INFORMATION SUPPLIED:
= = = = = = =

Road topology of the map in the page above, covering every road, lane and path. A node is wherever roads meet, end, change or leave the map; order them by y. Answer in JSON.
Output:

= = = = = = =

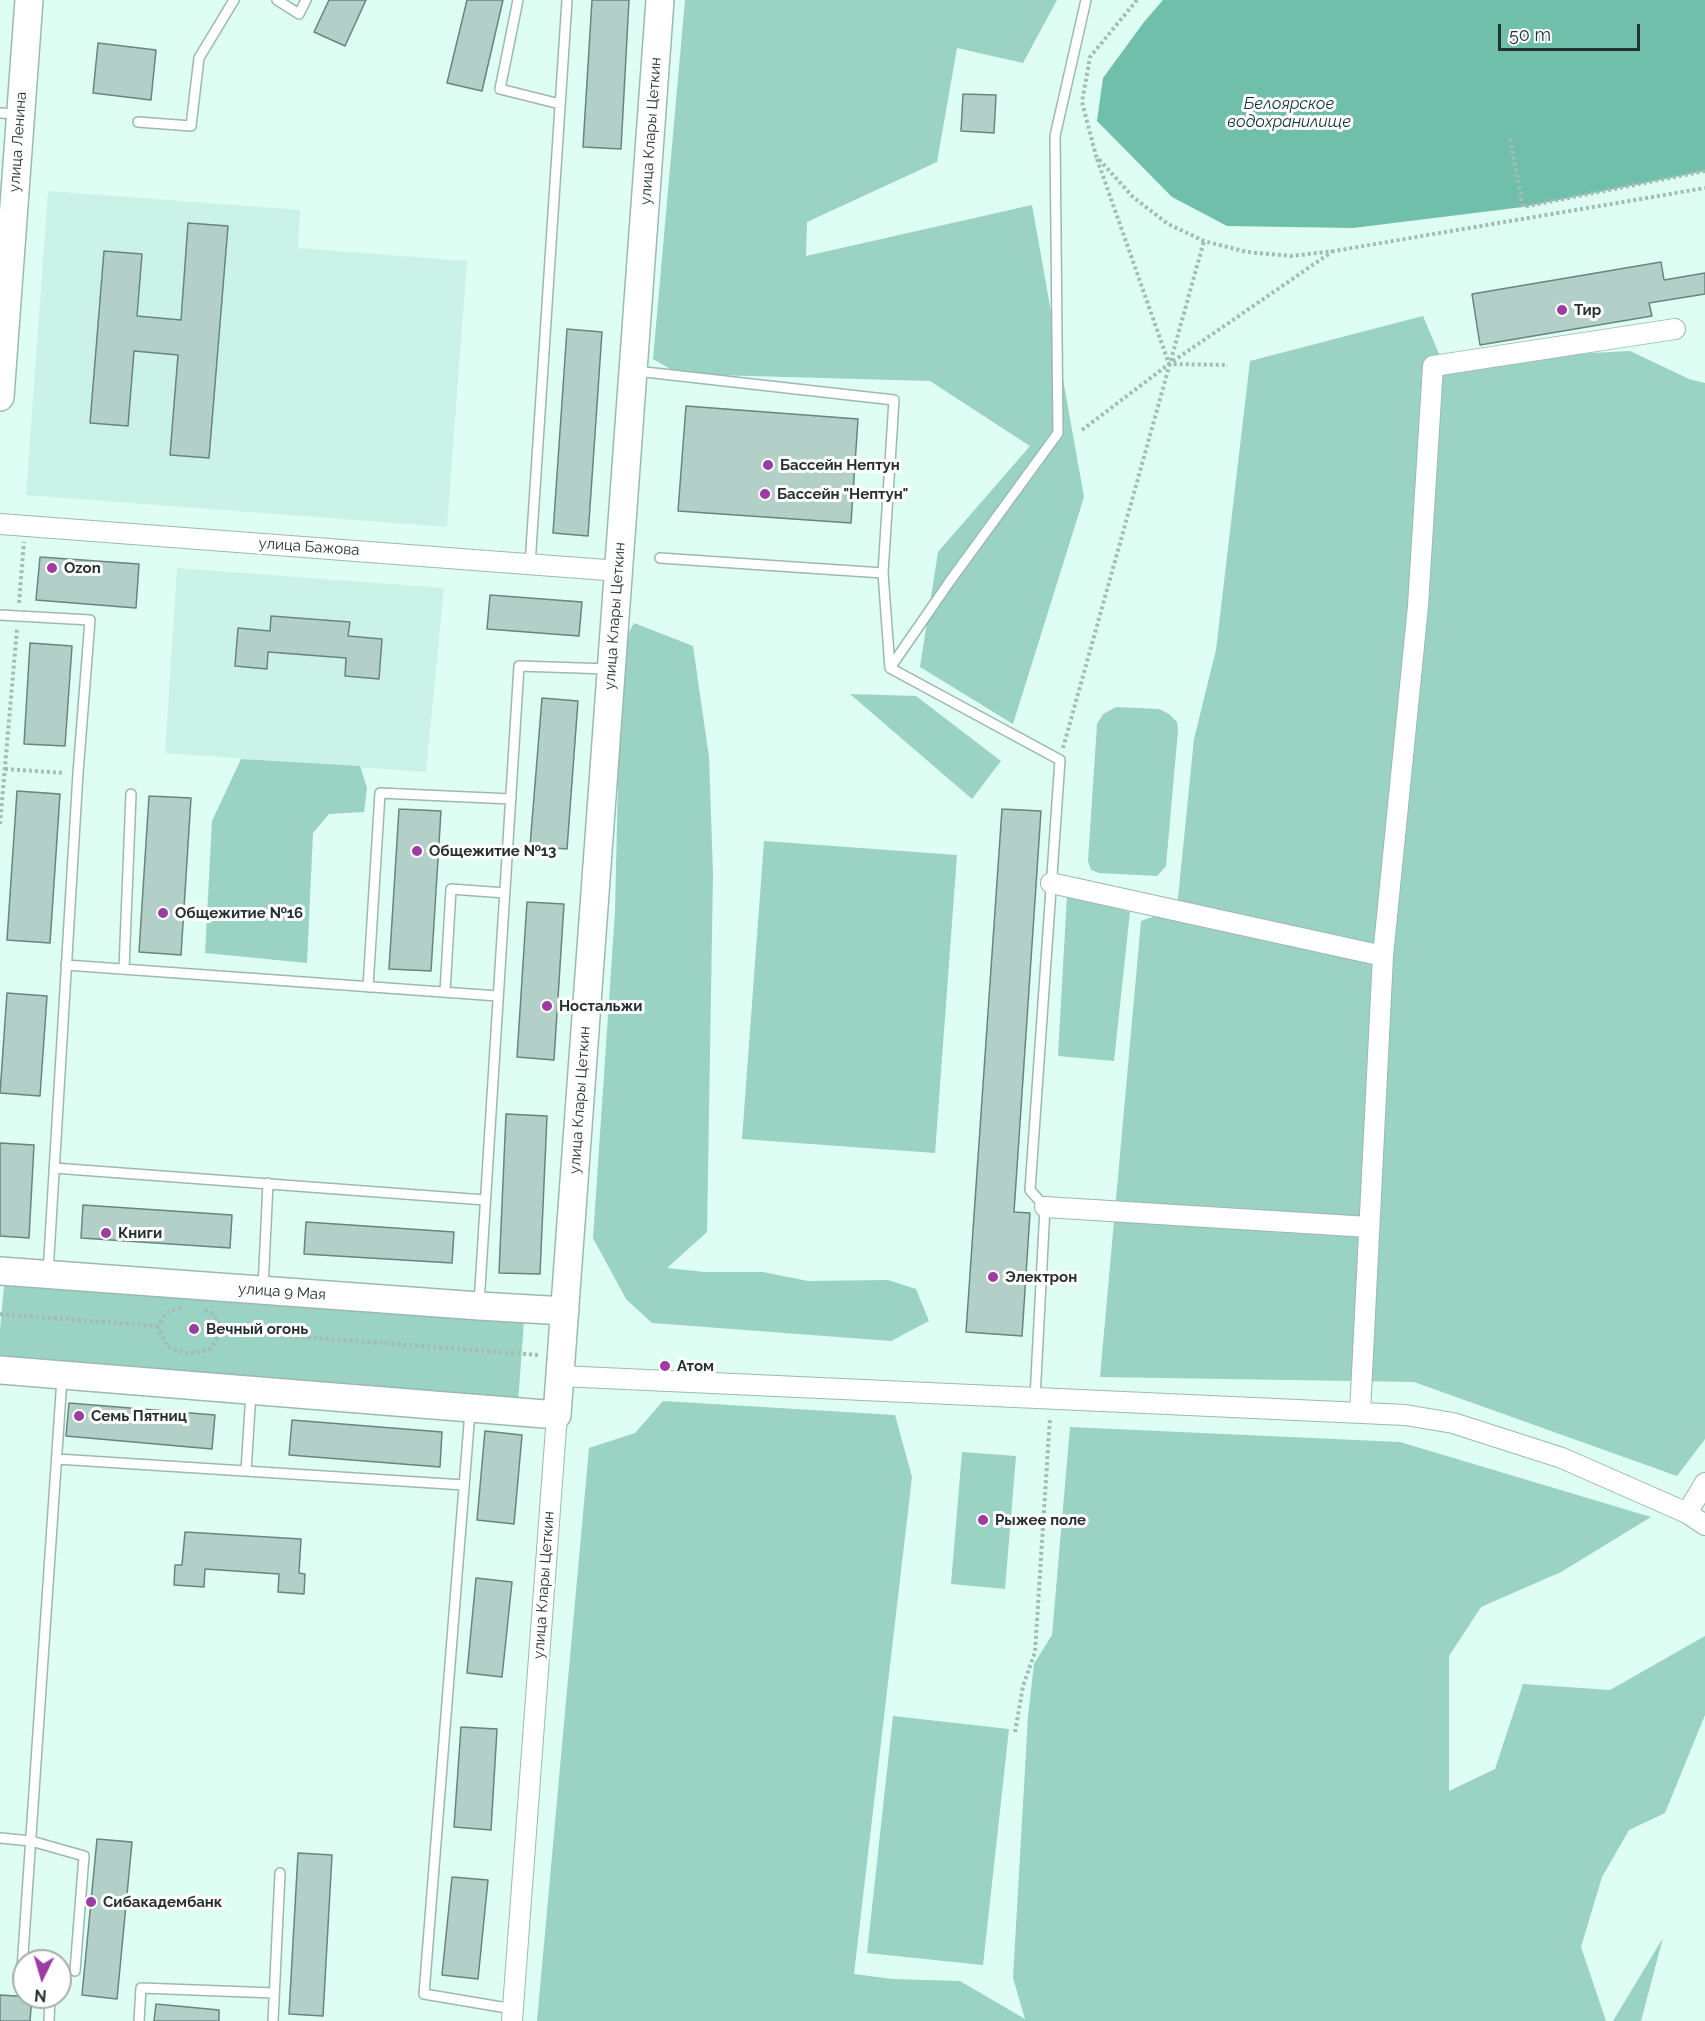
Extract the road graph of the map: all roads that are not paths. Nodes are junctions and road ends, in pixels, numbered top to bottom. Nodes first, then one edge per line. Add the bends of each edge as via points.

= = = = = = =

TASK DETAILS:
Using the word "roads" as the filter, copy each matching line from the material.

OUTPUT BELOW:
Road topology of the map in the page above, covering every road, lane and path. A node is wherever roads meet, end, change or leave the map; order them by y. Answer in JSON.
Extract the road graph of the map: all roads that are not paths. Nodes are junctions and road ends, in pixels, numbered top to bottom. Nodes first, then one edge per line. Add the bends of each edge as via points.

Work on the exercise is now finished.